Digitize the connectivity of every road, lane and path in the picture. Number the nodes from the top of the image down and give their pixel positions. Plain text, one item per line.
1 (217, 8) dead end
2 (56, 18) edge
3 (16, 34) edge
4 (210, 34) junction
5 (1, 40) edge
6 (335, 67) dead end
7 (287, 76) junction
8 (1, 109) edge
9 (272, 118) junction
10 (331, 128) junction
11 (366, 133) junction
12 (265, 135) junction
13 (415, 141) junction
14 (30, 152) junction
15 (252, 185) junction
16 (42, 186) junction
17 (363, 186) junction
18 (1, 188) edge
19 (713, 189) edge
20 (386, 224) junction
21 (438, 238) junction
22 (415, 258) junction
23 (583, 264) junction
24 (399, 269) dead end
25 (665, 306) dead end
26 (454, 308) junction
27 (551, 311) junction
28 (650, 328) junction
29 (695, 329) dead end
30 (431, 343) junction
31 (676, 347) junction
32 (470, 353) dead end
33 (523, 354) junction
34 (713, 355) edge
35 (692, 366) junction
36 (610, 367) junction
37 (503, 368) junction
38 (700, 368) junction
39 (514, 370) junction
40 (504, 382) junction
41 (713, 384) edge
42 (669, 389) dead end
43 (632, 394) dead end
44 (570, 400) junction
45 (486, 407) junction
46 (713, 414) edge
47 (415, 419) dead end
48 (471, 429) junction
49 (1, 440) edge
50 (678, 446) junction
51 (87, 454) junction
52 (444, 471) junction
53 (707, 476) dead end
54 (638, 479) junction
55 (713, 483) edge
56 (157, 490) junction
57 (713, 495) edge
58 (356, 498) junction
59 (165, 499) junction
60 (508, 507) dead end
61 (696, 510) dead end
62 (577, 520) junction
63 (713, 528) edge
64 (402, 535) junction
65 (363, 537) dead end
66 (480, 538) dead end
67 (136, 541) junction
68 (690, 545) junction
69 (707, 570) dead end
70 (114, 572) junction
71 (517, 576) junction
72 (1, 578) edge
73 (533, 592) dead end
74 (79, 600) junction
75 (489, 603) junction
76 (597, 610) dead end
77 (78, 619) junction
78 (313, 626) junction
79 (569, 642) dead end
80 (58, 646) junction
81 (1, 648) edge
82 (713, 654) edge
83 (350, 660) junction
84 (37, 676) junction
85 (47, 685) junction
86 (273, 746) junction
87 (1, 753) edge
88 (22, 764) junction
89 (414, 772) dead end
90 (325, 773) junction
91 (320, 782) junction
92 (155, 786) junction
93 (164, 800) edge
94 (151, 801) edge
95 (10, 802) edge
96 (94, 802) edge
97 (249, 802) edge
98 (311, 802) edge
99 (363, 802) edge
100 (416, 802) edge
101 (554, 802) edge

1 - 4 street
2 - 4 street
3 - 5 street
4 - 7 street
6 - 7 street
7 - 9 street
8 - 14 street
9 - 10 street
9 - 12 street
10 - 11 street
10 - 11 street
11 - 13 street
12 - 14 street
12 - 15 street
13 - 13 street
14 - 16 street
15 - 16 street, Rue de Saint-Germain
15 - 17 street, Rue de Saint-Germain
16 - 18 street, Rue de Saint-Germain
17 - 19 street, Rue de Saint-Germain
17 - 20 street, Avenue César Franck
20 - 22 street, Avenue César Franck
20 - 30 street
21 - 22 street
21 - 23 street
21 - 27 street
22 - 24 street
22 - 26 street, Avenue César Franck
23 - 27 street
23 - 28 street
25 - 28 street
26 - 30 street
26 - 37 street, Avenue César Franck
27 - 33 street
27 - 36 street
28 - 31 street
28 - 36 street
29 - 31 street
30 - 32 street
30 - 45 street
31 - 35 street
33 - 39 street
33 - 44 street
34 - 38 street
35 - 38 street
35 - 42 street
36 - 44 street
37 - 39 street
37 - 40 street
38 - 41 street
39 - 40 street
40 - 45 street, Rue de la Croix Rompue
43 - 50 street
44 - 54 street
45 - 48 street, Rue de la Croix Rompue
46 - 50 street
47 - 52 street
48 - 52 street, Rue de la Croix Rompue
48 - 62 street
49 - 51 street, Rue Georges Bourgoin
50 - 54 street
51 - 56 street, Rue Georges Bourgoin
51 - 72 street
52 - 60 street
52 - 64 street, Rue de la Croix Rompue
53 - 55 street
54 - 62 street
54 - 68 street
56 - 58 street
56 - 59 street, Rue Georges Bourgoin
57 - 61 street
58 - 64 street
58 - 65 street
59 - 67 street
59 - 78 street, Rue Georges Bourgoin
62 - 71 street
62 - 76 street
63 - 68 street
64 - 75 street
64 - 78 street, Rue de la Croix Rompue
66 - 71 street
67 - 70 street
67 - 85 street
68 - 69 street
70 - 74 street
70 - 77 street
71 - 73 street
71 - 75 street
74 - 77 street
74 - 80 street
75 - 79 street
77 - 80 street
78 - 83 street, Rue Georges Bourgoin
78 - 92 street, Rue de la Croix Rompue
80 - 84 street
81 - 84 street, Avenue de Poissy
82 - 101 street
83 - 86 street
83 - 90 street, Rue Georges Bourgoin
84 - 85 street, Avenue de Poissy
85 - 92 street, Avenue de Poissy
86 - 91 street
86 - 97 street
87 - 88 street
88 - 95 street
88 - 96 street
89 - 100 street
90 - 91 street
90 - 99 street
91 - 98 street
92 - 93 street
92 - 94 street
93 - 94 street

Task item: Wherever the string "Saint" appears in a line of the records, copy that line.

Task solution:
15 - 16 street, Rue de Saint-Germain
15 - 17 street, Rue de Saint-Germain
16 - 18 street, Rue de Saint-Germain
17 - 19 street, Rue de Saint-Germain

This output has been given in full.